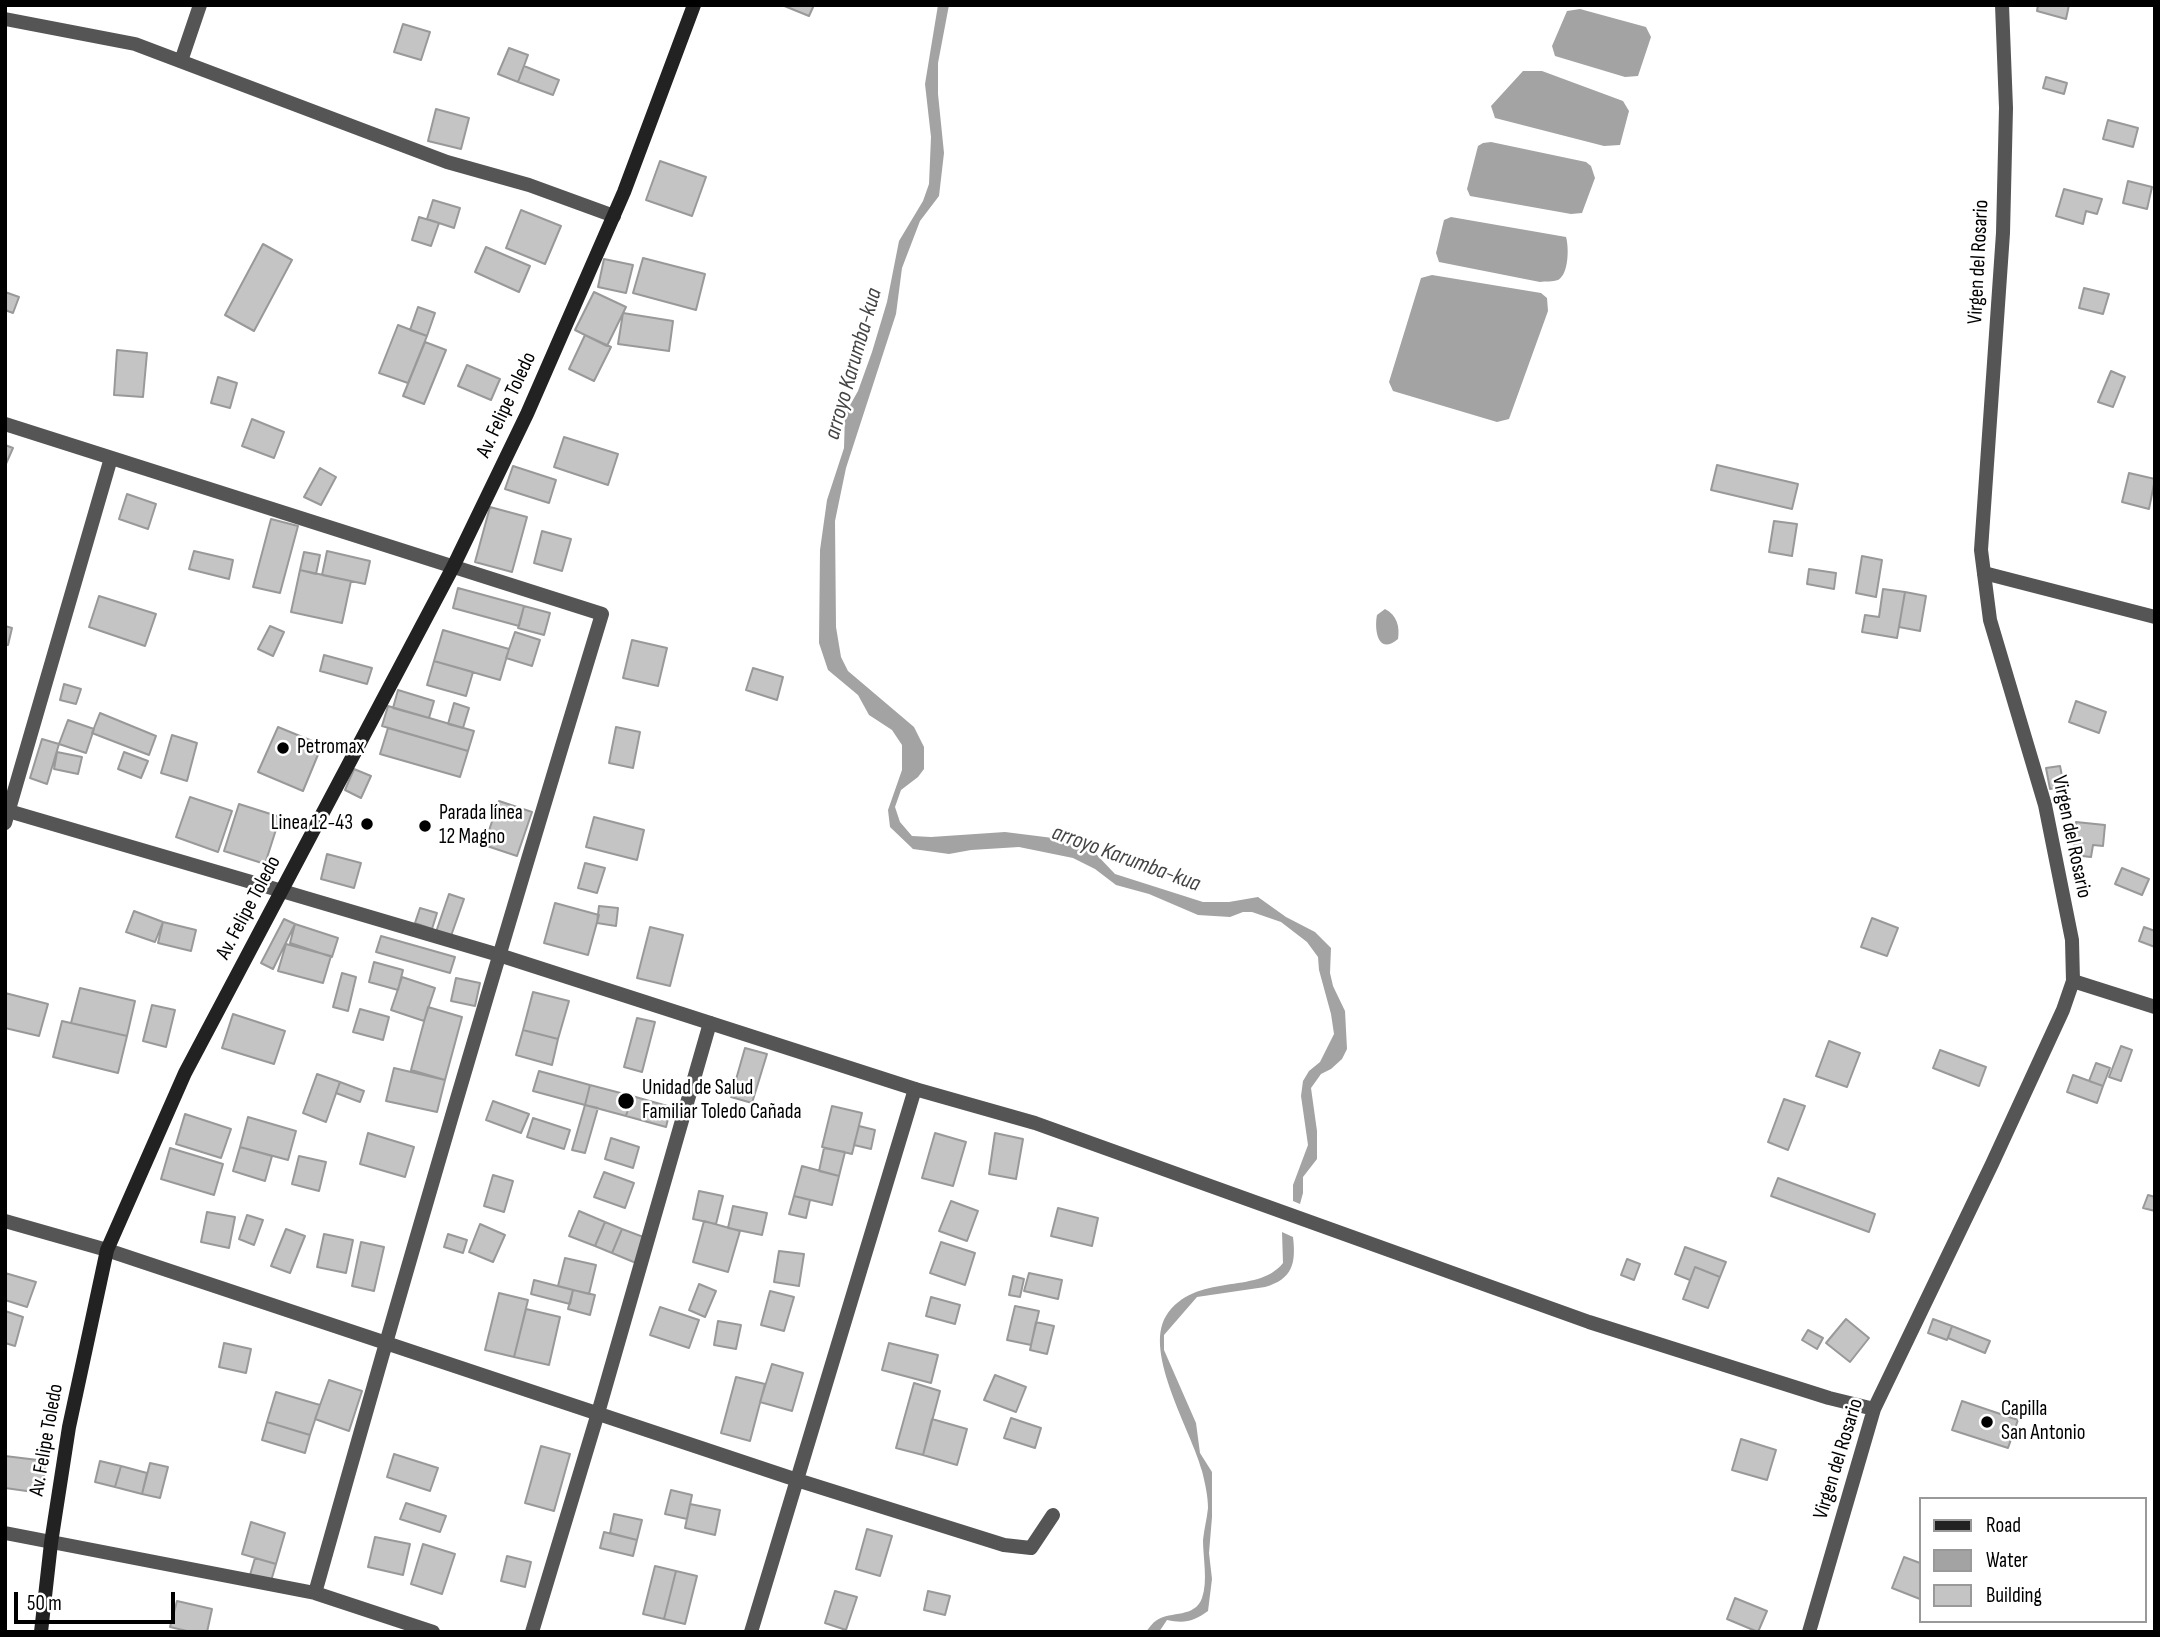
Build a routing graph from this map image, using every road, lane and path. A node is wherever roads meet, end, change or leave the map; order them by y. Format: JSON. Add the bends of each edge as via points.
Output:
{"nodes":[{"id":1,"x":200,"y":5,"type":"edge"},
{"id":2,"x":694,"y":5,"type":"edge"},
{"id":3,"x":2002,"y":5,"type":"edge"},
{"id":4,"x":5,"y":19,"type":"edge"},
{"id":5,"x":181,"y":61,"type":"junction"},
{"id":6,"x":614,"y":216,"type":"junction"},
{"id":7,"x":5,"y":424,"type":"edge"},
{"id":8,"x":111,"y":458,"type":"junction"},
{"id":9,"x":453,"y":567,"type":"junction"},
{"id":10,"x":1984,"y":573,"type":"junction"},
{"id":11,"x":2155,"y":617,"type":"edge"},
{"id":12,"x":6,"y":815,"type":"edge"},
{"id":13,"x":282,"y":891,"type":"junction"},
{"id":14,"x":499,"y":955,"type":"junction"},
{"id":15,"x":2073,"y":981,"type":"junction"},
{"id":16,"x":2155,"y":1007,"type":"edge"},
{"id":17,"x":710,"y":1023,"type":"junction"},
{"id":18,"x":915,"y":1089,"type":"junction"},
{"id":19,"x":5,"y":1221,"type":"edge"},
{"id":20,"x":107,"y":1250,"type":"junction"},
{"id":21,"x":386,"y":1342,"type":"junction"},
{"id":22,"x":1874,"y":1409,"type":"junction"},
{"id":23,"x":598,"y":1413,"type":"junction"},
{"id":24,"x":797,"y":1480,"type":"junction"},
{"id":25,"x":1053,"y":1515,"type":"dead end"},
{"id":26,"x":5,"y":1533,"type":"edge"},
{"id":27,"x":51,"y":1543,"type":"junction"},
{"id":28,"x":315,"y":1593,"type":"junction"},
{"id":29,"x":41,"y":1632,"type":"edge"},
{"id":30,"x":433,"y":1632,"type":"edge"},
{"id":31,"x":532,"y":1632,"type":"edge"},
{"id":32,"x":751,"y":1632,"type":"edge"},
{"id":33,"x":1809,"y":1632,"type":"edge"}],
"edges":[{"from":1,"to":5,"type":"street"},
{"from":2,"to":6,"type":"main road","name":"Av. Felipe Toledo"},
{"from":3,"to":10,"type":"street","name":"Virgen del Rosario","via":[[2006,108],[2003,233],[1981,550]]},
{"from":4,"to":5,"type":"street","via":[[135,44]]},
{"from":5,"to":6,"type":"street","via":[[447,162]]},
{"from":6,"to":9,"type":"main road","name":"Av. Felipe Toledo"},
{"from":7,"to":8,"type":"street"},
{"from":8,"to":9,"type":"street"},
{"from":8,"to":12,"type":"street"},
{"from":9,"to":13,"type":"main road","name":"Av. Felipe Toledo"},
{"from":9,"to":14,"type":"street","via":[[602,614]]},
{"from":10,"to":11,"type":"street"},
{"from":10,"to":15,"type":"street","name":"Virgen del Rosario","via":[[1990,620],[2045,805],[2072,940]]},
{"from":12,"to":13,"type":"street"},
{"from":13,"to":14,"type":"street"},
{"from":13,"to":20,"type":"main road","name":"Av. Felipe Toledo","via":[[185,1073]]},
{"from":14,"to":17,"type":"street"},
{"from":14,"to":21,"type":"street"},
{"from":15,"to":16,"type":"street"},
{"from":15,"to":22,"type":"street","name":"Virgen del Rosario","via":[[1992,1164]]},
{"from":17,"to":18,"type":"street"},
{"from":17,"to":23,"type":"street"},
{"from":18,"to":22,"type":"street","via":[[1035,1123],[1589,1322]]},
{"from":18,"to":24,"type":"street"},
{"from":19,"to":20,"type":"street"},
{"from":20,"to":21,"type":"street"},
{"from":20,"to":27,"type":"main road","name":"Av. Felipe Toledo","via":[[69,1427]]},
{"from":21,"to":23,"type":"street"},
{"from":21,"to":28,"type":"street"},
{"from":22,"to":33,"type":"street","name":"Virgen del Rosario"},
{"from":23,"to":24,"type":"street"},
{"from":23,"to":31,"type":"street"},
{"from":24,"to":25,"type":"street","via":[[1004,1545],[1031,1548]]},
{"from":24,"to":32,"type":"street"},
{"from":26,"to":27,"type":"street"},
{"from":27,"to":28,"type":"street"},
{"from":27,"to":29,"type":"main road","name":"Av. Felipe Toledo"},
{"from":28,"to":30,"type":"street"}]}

────────────────────────────────────────

## About this exercise:
The reply must hold every line above exactly as written and none of the pictures.

## Final answer:
Build a routing graph from this map image, using every road, lane and path. A node is wherever roads meet, end, change or leave the map; order them by y. Format: JSON. Add the bends of each edge as via points.
Output:
{"nodes":[{"id":1,"x":200,"y":5,"type":"edge"},
{"id":2,"x":694,"y":5,"type":"edge"},
{"id":3,"x":2002,"y":5,"type":"edge"},
{"id":4,"x":5,"y":19,"type":"edge"},
{"id":5,"x":181,"y":61,"type":"junction"},
{"id":6,"x":614,"y":216,"type":"junction"},
{"id":7,"x":5,"y":424,"type":"edge"},
{"id":8,"x":111,"y":458,"type":"junction"},
{"id":9,"x":453,"y":567,"type":"junction"},
{"id":10,"x":1984,"y":573,"type":"junction"},
{"id":11,"x":2155,"y":617,"type":"edge"},
{"id":12,"x":6,"y":815,"type":"edge"},
{"id":13,"x":282,"y":891,"type":"junction"},
{"id":14,"x":499,"y":955,"type":"junction"},
{"id":15,"x":2073,"y":981,"type":"junction"},
{"id":16,"x":2155,"y":1007,"type":"edge"},
{"id":17,"x":710,"y":1023,"type":"junction"},
{"id":18,"x":915,"y":1089,"type":"junction"},
{"id":19,"x":5,"y":1221,"type":"edge"},
{"id":20,"x":107,"y":1250,"type":"junction"},
{"id":21,"x":386,"y":1342,"type":"junction"},
{"id":22,"x":1874,"y":1409,"type":"junction"},
{"id":23,"x":598,"y":1413,"type":"junction"},
{"id":24,"x":797,"y":1480,"type":"junction"},
{"id":25,"x":1053,"y":1515,"type":"dead end"},
{"id":26,"x":5,"y":1533,"type":"edge"},
{"id":27,"x":51,"y":1543,"type":"junction"},
{"id":28,"x":315,"y":1593,"type":"junction"},
{"id":29,"x":41,"y":1632,"type":"edge"},
{"id":30,"x":433,"y":1632,"type":"edge"},
{"id":31,"x":532,"y":1632,"type":"edge"},
{"id":32,"x":751,"y":1632,"type":"edge"},
{"id":33,"x":1809,"y":1632,"type":"edge"}],
"edges":[{"from":1,"to":5,"type":"street"},
{"from":2,"to":6,"type":"main road","name":"Av. Felipe Toledo"},
{"from":3,"to":10,"type":"street","name":"Virgen del Rosario","via":[[2006,108],[2003,233],[1981,550]]},
{"from":4,"to":5,"type":"street","via":[[135,44]]},
{"from":5,"to":6,"type":"street","via":[[447,162]]},
{"from":6,"to":9,"type":"main road","name":"Av. Felipe Toledo"},
{"from":7,"to":8,"type":"street"},
{"from":8,"to":9,"type":"street"},
{"from":8,"to":12,"type":"street"},
{"from":9,"to":13,"type":"main road","name":"Av. Felipe Toledo"},
{"from":9,"to":14,"type":"street","via":[[602,614]]},
{"from":10,"to":11,"type":"street"},
{"from":10,"to":15,"type":"street","name":"Virgen del Rosario","via":[[1990,620],[2045,805],[2072,940]]},
{"from":12,"to":13,"type":"street"},
{"from":13,"to":14,"type":"street"},
{"from":13,"to":20,"type":"main road","name":"Av. Felipe Toledo","via":[[185,1073]]},
{"from":14,"to":17,"type":"street"},
{"from":14,"to":21,"type":"street"},
{"from":15,"to":16,"type":"street"},
{"from":15,"to":22,"type":"street","name":"Virgen del Rosario","via":[[1992,1164]]},
{"from":17,"to":18,"type":"street"},
{"from":17,"to":23,"type":"street"},
{"from":18,"to":22,"type":"street","via":[[1035,1123],[1589,1322]]},
{"from":18,"to":24,"type":"street"},
{"from":19,"to":20,"type":"street"},
{"from":20,"to":21,"type":"street"},
{"from":20,"to":27,"type":"main road","name":"Av. Felipe Toledo","via":[[69,1427]]},
{"from":21,"to":23,"type":"street"},
{"from":21,"to":28,"type":"street"},
{"from":22,"to":33,"type":"street","name":"Virgen del Rosario"},
{"from":23,"to":24,"type":"street"},
{"from":23,"to":31,"type":"street"},
{"from":24,"to":25,"type":"street","via":[[1004,1545],[1031,1548]]},
{"from":24,"to":32,"type":"street"},
{"from":26,"to":27,"type":"street"},
{"from":27,"to":28,"type":"street"},
{"from":27,"to":29,"type":"main road","name":"Av. Felipe Toledo"},
{"from":28,"to":30,"type":"street"}]}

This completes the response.